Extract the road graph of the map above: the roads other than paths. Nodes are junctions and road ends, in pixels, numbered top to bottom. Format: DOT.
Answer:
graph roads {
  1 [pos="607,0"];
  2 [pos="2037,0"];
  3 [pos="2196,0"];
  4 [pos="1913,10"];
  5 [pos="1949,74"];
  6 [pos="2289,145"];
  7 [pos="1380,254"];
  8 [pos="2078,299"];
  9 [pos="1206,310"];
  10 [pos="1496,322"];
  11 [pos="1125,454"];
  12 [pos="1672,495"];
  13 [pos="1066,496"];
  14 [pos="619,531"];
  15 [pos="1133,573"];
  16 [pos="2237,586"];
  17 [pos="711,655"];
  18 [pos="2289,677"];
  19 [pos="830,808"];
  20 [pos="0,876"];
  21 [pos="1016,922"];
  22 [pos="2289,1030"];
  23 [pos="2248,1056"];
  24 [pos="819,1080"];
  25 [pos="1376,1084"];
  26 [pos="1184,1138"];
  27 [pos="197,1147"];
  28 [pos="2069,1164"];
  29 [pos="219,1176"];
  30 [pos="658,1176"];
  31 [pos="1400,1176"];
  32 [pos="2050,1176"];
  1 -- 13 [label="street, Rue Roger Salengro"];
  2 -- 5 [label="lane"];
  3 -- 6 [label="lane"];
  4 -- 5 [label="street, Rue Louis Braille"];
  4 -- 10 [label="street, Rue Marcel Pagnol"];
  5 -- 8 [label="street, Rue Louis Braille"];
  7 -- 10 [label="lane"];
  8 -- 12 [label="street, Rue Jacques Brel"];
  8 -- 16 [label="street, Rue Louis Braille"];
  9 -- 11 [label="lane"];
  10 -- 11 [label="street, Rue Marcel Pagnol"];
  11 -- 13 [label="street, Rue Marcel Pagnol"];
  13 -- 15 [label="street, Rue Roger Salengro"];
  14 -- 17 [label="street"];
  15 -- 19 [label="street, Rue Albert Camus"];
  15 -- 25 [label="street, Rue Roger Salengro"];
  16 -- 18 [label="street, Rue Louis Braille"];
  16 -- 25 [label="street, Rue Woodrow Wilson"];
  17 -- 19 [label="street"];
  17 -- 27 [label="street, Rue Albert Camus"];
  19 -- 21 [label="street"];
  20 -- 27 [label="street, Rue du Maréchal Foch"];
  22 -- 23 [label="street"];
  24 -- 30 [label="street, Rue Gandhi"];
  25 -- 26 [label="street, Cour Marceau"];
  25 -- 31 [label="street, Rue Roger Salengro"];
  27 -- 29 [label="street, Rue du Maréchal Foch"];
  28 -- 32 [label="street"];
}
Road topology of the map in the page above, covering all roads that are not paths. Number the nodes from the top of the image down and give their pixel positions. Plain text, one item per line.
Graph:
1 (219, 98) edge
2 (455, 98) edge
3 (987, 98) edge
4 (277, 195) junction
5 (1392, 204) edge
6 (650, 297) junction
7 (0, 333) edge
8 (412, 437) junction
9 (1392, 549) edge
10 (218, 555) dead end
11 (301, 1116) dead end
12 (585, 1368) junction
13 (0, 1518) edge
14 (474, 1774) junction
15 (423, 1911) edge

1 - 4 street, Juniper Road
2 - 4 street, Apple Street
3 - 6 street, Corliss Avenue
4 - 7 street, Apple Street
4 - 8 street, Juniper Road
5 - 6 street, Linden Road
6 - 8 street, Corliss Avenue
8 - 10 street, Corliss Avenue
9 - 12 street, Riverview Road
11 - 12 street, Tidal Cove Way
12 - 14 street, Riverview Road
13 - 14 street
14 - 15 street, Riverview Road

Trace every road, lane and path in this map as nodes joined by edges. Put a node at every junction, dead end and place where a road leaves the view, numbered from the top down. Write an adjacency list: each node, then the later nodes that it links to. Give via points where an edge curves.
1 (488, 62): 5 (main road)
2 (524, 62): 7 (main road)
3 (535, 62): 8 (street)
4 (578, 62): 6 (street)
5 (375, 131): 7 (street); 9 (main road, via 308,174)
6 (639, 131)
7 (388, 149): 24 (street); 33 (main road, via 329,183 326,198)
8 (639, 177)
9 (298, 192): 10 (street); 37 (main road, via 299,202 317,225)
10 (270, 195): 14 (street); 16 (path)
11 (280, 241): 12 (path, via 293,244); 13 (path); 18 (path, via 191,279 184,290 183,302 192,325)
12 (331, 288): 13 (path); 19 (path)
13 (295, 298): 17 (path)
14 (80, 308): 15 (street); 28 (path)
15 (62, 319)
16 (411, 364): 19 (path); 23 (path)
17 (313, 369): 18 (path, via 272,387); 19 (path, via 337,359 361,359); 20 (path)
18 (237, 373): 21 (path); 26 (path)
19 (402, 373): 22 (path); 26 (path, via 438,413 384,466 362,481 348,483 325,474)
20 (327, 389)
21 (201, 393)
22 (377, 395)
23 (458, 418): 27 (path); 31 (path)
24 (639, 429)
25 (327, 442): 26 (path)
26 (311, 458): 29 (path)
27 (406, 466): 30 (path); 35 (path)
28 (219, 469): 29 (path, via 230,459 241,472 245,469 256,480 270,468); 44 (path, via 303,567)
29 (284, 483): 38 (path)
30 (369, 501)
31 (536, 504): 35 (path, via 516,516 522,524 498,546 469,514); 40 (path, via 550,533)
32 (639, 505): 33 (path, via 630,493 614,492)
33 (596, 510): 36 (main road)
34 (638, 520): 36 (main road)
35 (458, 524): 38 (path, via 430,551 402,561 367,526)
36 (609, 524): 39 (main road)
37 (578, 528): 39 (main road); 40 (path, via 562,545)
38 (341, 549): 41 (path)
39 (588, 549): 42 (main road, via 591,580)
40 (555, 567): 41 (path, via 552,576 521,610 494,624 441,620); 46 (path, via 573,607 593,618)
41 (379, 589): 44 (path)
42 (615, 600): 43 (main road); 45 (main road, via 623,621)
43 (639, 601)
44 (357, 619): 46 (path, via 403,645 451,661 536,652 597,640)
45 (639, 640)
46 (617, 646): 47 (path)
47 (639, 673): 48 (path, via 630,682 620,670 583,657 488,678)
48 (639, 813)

******************************

*TRY IT*: Copy every line of the material in which the word "Marcel" occurs.

*SOLUTION TO THE EXERCISE*:
  4 -- 10 [label="street, Rue Marcel Pagnol"];
  10 -- 11 [label="street, Rue Marcel Pagnol"];
  11 -- 13 [label="street, Rue Marcel Pagnol"];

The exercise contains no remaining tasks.